The events marked the most dramatic episode in an unprecedented stand taken by some of India’s best-known sports stars against a powerful politician. For months, athletes have put their training schedules and, in some cases, life-long ambitions on hold to mount a sit-in protest in the city centre, using social media to amplify their message.

Phogat and other female wrestlers, including bronze medal-winning Olympian Sakshi Malik, allege that Brij Bhushan Sharan Singh, a member of parliament with the ruling Bharatiya Janata party (BJP), sexually harassed female athletes during his 11-year tenure as president of the Wrestling Federation of India (WFI). Singh, 66, denied the wrestlers’ accusations. India’s premier Narendra Modi has appeared to ignore the celebrity activists taking aim at one of his most influential MPs.

It was a different story after the 2016 Olympics, when Modi invited Malik and other Olympians to his home. “He told us, ‘You are our daughters’,” Malik tells the FT, with pride in her voice. But the populist PM’s indifference to the wrestlers’ claims was put to the test when the protesters decided to march towards India’s new parliament building on the day he was due to inaugurate it. With the marchers around 2km from the new political landmark, riot police intervened.

Even before the police detained Phogat and Malik, the wrestlers’ quest for accountability had turned into a national scandal, raising questions about patronage and the abuse of power. And although the women denied any larger agenda, their #MeToo moment threatens to embarrass Modi a year before India’s general elections, upsetting his government’s carefully crafted narrative of growth and progress.


Phogat is a slight figure with almond-shaped eyes. You’d never guess she fights for a living, except for her ears. Like others who’ve grown up pinning rivals to a wrestling mat, Phogat’s are puffed with scar tissue. Sitting under a tarpaulin at the protest site in central New Delhi a few days before her confrontation with police, she enthuses about the sport which made her name. “Strength, speed, mind games, agility” — wrestling combines all of these qualities, she says.

Phogat is speaking in a tent fashioned out of plastic sheeting and yellow police barricades, as motorised fans battle the ferocious north Indian summer.

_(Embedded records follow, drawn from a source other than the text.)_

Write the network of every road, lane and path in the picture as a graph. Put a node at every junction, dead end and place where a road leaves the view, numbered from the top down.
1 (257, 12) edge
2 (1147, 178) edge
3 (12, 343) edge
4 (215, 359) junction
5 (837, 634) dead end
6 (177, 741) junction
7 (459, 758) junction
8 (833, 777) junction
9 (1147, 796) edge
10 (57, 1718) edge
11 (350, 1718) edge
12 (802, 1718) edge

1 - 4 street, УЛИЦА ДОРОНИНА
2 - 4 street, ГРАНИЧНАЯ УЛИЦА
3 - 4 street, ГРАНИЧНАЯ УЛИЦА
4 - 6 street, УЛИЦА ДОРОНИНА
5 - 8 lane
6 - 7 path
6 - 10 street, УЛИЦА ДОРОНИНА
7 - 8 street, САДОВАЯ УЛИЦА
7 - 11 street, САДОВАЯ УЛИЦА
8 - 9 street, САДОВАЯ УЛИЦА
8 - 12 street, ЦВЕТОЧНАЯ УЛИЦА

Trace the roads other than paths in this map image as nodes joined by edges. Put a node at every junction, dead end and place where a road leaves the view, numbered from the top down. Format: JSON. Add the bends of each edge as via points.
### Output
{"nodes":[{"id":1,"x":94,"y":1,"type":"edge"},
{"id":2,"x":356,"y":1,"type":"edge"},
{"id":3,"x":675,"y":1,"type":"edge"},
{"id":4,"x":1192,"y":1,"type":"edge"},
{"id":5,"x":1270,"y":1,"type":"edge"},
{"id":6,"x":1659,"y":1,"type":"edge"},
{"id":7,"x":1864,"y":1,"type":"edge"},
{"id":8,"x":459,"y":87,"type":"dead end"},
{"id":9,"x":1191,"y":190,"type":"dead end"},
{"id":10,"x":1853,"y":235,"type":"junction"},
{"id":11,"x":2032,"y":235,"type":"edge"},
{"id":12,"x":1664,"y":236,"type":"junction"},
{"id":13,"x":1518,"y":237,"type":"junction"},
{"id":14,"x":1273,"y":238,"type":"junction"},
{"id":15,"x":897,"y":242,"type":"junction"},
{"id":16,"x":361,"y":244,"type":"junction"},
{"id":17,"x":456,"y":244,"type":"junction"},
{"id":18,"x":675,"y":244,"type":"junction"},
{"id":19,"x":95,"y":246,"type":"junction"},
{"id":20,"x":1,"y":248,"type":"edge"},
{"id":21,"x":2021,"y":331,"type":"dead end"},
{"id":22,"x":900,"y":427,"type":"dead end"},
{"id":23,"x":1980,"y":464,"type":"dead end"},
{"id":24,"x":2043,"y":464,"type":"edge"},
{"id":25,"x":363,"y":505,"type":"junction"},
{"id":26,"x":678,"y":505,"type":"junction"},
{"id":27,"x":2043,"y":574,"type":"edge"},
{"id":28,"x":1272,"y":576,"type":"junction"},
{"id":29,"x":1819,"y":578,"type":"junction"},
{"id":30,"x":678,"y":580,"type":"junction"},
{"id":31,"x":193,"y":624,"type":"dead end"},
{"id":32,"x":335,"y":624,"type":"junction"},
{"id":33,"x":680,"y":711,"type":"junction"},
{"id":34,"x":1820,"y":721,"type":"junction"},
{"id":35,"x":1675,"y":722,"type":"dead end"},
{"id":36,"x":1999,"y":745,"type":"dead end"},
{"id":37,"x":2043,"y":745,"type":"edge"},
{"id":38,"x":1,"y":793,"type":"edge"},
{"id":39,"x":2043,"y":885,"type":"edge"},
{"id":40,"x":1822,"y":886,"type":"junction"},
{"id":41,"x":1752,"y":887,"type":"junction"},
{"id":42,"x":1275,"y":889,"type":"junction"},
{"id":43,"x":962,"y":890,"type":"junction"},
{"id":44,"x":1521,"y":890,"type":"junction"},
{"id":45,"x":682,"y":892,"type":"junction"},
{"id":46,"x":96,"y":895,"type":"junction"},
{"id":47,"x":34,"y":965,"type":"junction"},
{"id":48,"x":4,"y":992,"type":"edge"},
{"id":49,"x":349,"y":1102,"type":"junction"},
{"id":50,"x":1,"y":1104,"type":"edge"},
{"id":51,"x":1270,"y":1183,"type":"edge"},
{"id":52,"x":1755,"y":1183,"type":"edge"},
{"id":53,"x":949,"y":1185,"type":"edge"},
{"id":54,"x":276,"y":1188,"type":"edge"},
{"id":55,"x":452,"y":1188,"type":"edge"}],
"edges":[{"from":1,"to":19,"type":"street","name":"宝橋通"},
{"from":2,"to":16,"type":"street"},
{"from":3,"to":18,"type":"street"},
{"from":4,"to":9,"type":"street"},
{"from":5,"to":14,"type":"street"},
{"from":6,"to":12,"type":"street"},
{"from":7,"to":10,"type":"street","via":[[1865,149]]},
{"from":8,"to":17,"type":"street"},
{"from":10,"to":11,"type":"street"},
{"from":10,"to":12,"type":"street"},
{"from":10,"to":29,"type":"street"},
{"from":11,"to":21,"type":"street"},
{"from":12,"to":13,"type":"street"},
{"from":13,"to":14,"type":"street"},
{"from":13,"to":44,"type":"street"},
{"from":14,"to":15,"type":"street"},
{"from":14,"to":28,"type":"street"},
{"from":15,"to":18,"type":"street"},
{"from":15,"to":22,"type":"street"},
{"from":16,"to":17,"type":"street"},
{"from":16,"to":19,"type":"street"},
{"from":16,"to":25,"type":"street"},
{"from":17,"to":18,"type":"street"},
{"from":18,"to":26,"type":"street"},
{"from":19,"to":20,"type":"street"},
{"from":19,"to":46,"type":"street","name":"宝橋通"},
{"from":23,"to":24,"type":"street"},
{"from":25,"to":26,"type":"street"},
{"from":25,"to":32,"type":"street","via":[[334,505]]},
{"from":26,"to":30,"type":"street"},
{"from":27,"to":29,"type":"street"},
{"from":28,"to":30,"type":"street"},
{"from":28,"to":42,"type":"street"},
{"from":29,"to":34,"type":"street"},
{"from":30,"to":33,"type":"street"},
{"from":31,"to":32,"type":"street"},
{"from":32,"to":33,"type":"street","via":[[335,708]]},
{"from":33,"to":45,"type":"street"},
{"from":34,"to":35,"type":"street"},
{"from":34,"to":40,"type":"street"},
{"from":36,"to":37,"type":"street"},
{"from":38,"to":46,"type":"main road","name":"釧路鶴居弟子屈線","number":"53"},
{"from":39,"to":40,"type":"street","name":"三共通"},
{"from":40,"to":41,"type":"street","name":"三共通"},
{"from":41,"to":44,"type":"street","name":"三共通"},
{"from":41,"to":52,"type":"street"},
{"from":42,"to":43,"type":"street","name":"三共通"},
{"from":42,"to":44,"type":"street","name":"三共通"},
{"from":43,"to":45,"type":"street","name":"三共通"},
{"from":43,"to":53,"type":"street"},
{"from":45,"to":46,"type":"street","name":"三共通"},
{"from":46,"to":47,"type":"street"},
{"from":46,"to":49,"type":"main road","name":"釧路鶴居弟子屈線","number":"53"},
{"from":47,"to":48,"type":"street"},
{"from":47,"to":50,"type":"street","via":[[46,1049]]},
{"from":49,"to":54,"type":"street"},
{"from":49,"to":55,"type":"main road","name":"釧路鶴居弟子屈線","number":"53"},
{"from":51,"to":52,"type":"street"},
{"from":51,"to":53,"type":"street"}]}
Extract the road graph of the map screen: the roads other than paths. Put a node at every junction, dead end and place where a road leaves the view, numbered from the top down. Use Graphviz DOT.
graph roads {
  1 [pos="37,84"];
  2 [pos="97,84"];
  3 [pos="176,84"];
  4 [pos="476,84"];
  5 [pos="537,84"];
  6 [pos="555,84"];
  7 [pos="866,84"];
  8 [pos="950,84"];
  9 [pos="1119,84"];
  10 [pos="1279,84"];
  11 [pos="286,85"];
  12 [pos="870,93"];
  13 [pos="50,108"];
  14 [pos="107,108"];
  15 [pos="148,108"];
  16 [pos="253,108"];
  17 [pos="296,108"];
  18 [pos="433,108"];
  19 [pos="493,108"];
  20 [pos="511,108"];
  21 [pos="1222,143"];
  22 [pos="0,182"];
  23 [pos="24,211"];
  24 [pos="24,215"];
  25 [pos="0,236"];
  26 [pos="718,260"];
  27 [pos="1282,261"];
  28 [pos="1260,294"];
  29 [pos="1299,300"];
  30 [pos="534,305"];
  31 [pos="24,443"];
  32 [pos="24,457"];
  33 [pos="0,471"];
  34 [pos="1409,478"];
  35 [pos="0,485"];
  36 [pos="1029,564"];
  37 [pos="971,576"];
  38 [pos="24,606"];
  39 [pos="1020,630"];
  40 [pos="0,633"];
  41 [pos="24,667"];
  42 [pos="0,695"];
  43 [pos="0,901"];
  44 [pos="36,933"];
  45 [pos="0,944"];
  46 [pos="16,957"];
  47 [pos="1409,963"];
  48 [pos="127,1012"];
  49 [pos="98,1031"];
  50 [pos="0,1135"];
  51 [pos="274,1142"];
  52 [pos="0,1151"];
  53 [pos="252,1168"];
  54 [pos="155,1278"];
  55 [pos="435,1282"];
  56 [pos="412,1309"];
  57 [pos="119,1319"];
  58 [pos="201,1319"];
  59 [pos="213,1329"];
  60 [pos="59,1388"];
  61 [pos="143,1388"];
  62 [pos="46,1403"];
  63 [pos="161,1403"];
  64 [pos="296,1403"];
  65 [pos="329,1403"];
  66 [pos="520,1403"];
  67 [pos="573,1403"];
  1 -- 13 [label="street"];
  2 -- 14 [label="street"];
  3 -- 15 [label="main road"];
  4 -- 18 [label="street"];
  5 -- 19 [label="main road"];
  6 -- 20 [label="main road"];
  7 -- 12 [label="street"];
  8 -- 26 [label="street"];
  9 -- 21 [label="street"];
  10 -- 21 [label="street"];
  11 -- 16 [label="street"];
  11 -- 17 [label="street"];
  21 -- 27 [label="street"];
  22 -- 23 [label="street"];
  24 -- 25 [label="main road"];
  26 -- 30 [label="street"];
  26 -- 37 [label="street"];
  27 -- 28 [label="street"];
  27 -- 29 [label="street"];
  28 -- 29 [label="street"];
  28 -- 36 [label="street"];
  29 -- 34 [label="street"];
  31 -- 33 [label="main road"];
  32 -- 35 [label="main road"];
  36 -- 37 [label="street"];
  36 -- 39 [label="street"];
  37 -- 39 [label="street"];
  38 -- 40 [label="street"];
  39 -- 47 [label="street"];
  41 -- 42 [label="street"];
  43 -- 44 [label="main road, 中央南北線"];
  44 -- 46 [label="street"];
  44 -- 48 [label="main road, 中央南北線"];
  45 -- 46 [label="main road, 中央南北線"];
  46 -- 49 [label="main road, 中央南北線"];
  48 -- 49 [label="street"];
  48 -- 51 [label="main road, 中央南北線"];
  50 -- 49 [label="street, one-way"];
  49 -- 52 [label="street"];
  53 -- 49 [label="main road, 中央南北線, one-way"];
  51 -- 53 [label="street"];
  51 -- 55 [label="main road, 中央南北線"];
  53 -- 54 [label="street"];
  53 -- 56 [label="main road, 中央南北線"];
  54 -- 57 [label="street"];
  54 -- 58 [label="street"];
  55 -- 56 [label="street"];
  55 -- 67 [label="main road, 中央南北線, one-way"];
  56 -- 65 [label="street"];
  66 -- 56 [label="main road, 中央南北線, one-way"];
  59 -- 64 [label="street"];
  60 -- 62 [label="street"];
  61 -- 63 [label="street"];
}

Ropes have been stretched out to divide the space into what looked like makeshift wrestling rings. The protesting wrestlers are still attempting some training, with the Olympics round the corner again next year.

Phogat’s native Haryana, north of Delhi, is not an easy place to succeed as a young female athlete — just over one in 10 women aged 20 to 24 are married before the age of 18. But she was part of a family which managed to defy expectations. Only eight when she lost her father — reportedly shot dead in a land dispute — Phogat was introduced to wrestling by her uncle, Mahavir Singh Phogat, an amateur wrestler who had trained his daughters Geeta and Babita to wrestle. The family’s enormous success eventually inspired a 2016 movie Dangal (Wrestling), which was India’s highest-grossing box-office hit worldwide until this year.

Not content to stay in the shadows of her cousins, Phogat became the first Indian woman to win gold at the Asian Games. On sports’ greatest stage of all, however, she has so far experienced disappointment. A knee injury ended her hopes at the Rio Olympics in 2016, and there was more frustration in Tokyo in 2021. Phogat entered the Games as top seed in her category but, looking fatigued, went out in the second round without taking a point from her opponent.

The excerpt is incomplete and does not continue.